PROBLEM TO SOLVE |
Look through the listing below, and wherever a line has the string "Blanca", pull it out.

DATASET ENTRIES |
-- Opening Marker --
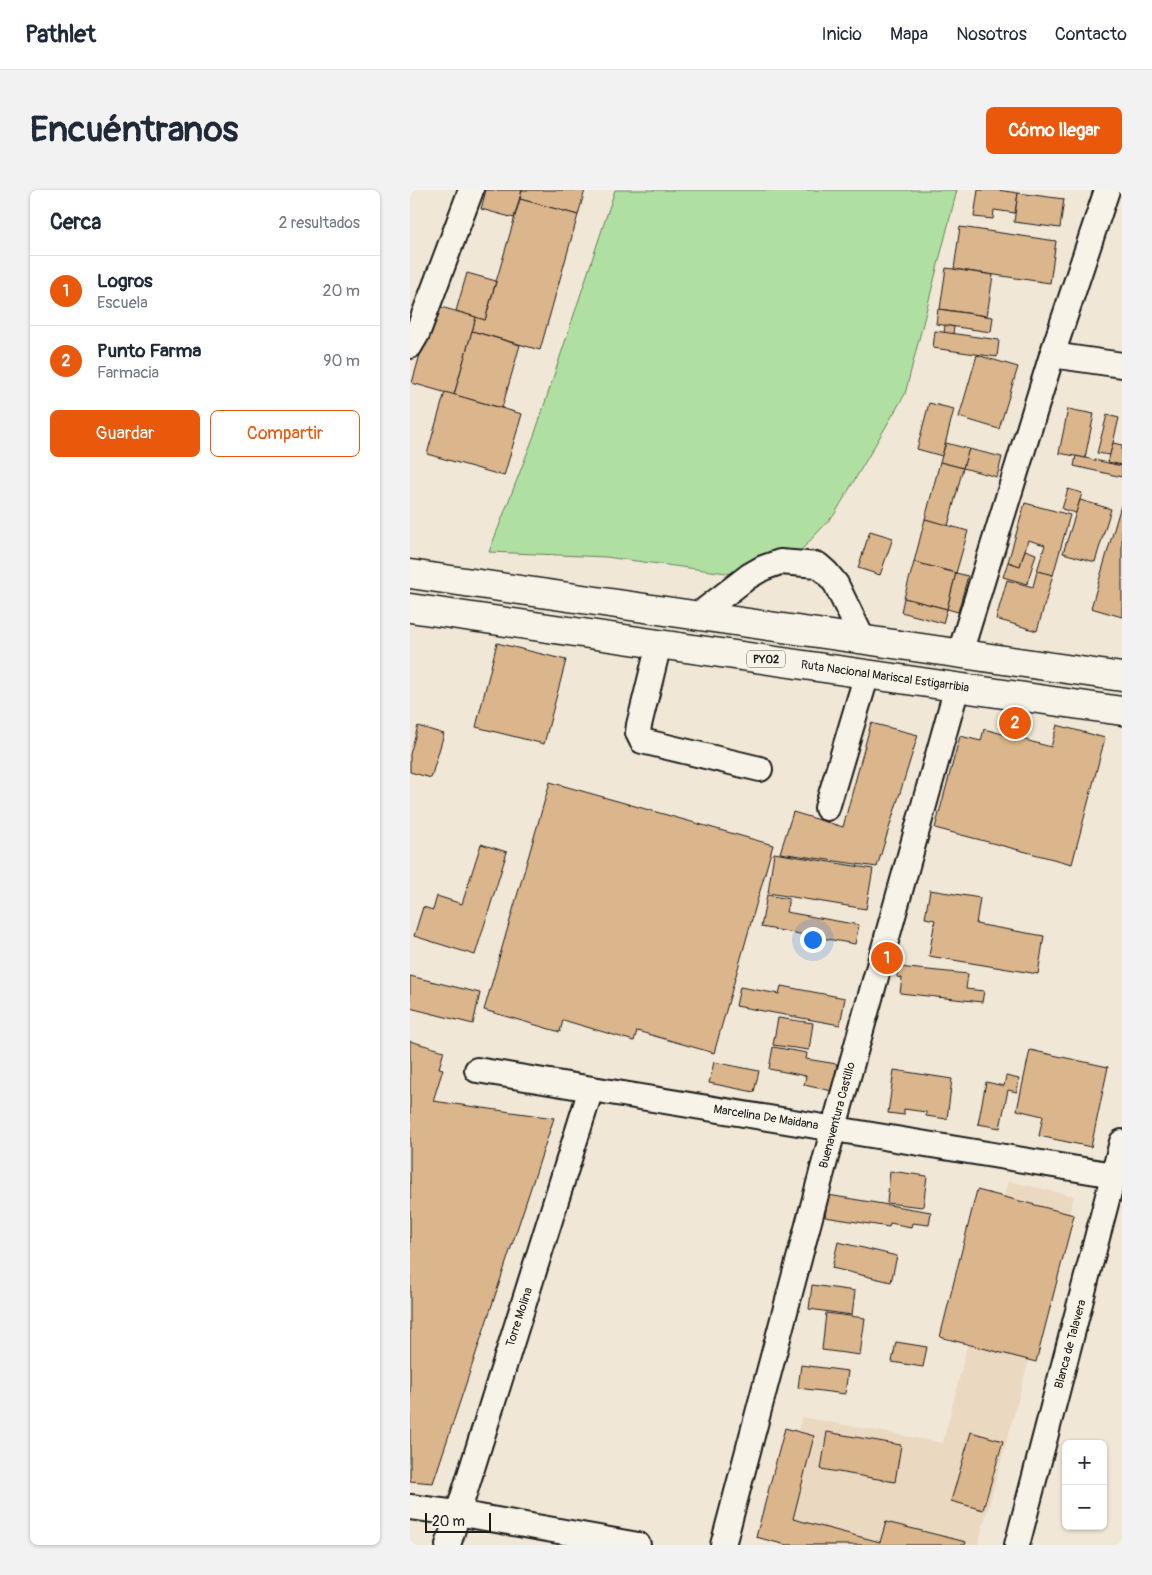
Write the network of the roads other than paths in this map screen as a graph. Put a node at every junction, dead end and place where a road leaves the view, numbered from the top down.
1 (471, 190) edge
2 (1107, 190) edge
3 (410, 346) edge
4 (1052, 355) junction
5 (1122, 365) edge
6 (410, 574) edge
7 (410, 608) edge
8 (697, 616) junction
9 (864, 640) junction
10 (659, 644) junction
11 (960, 653) junction
12 (867, 674) junction
13 (1122, 677) edge
14 (957, 687) junction
15 (1122, 711) edge
16 (760, 769) dead end
17 (827, 808) dead end
18 (477, 1070) dead end
19 (591, 1089) junction
20 (834, 1127) junction
21 (1122, 1142) edge
22 (1114, 1175) junction
23 (410, 1507) edge
24 (457, 1513) junction
25 (448, 1545) edge
26 (638, 1545) edge
27 (723, 1545) edge
28 (1017, 1545) edge

1 - 3 street
2 - 4 street
4 - 5 street
4 - 11 street
6 - 8 highway
7 - 10 highway, Ruta Nacional Mariscal Estigarribia / PY02
8 - 9 highway
8 - 9 street
9 - 11 highway
10 - 12 highway, Ruta Nacional Mariscal Estigarribia / PY02
10 - 16 street
11 - 13 highway
12 - 14 highway, Ruta Nacional Mariscal Estigarribia / PY02
12 - 17 street
14 - 15 highway, Ruta Nacional Mariscal Estigarribia / PY02
14 - 20 street, Buenaventura Castillo
18 - 19 street, Marcelina De Maidana
19 - 20 street, Marcelina De Maidana
19 - 24 street, Torre Molina
20 - 22 street, Marcelina De Maidana
20 - 27 street, Buenaventura Castillo
21 - 22 street, Blanca de Talavera
22 - 28 street, Blanca de Talavera
23 - 24 street
24 - 25 street, Torre Molina
24 - 26 street

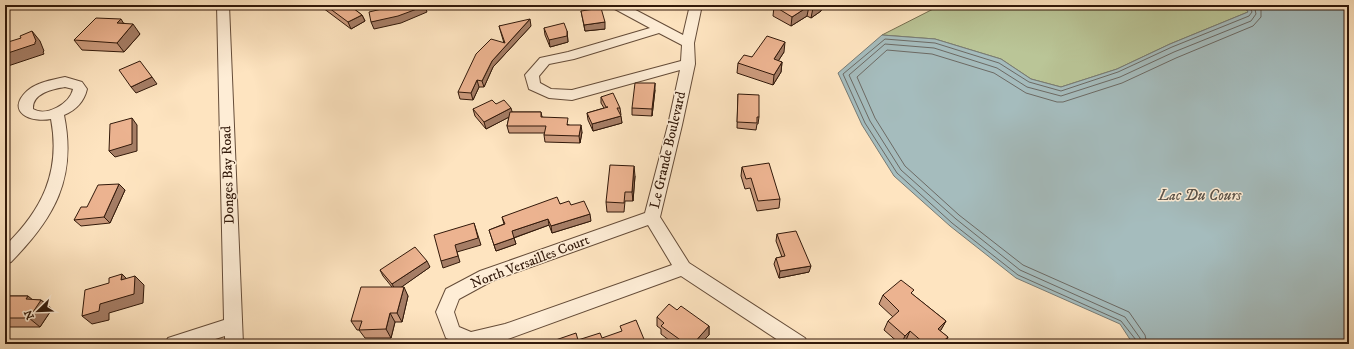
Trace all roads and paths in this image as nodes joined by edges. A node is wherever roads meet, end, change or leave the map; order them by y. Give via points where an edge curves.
1 (223, 5) edge
2 (617, 5) edge
3 (696, 5) edge
4 (662, 28) junction
5 (688, 43) junction
6 (688, 64) junction
7 (56, 112) dead end
8 (652, 217) junction
9 (5, 257) edge
10 (683, 268) junction
11 (234, 325) junction
12 (174, 344) edge
13 (234, 344) edge
14 (799, 344) edge

1 - 11 street, Donges Bay Road
2 - 4 street
3 - 5 street, Le Grande Boulevard
4 - 5 street
4 - 6 street via 546,61 532,75 534,86 549,93 572,95
5 - 6 street, Le Grande Boulevard
6 - 8 street, Le Grande Boulevard
7 - 9 street via 61,155 57,183 41,217
8 - 10 street, Le Grande Boulevard
8 - 10 street, North Versailles Court via 486,276 452,294 445,312 452,332 470,340 505,332
10 - 14 street, Le Grande Boulevard
11 - 12 street
11 - 13 street, Donges Bay Road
-- Closing Marker --
ANSWER TO THIS TASK |
21 - 22 street, Blanca de Talavera
22 - 28 street, Blanca de Talavera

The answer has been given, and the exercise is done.